この動作は、以下のコードと共にDeviceloControl()を使う際に、悪意のあるドライバへリクエストを送る事ができます。

・0x8E040 - ファイルシステムに関する情報を要求
・0x8E0C0 - 隠された記憶域に新しい動作を追加
・0x8E100 - アクティブなユーザモードプロセスのコンテキストに(から)動作を挿入(削除)
・0x8E080 - 隠された記憶域から悪意のある他のドライバを実行

動作の入った再構築された二重リンクリストは次のような構造体を持っています。


リストの構造体:ESETセキュリティブログ


動作のインジェクションのために、非同期プロシージャコールのキューをベースとしたメカニズムが使われ、新しいプロセス(PsSetCreateProcessNotifyRoutine()のコールバックをベースとしたコードインジェクションの技術)を作るときに動作のリストを見ます。プロセスインジェクションのワークフロー内の関数のコールグラフは以下のフローグラフで表現されます。

コールグラフ:ESETセキュリティブログ


悪意のあるドライバからデコンパイルしたQueueAPC()関数のコードは以下の図のとおりです。

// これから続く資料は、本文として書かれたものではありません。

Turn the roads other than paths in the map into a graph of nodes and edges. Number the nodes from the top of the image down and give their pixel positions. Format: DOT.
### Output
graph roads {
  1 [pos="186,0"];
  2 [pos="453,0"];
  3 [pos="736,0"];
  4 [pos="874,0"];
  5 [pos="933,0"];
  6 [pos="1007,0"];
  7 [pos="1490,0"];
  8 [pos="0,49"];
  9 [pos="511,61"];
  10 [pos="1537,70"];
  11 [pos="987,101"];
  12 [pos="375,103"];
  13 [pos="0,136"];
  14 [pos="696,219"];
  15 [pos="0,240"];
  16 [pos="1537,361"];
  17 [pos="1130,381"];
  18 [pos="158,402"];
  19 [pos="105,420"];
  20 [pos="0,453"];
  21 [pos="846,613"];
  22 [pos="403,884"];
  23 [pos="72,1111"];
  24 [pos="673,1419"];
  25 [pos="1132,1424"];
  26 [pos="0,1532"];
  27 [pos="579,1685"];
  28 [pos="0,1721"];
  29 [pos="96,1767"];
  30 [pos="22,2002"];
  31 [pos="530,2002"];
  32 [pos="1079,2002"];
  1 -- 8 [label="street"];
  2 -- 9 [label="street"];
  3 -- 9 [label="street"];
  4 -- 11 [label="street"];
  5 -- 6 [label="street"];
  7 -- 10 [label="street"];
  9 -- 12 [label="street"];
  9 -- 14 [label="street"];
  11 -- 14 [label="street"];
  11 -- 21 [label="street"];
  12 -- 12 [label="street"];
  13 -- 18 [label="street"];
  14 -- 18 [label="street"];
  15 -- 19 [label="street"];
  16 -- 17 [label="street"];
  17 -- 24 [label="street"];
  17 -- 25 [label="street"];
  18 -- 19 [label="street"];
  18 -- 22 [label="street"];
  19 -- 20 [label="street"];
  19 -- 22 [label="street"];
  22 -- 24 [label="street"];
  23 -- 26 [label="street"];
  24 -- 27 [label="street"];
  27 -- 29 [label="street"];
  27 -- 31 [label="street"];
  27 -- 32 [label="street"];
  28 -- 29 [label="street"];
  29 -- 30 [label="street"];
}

QueueAPC()関数のコード:ESETセキュリティブログ

従って、悪意のある動作はカーネルモードのコンポーネントと通信でき、ユーザモードプロセスへ続けてインジェクションするため、もしくは新しい未署名のドライバをロードするため隠されたファイルストレージに新しいコンポーネントとバッファを送信できます。

カーネルモードとユーザーモードの流れ:ESETセキュリティブログ


ユーザモードの動作から受信したバッファを使った悪意のあるドライバから挿入されたコードを実装しているコードをデコンパイルしたものは以下の図のとおりです。

デコンパイルしたコード:ESETセキュリティブログ

インジェクションのためのアルゴリズムは、異なった動作の、続けて使う異なったプロセス名のインジェクションのためにプロセスの名前をチェックできます。

Rovnixは本当に興味深いbootkitですが、今回がこの話題の終わりではありません。我々は、新しいサンプルの追跡と、Rovnixコンポーネントのリバースエンジニアリングを続けています。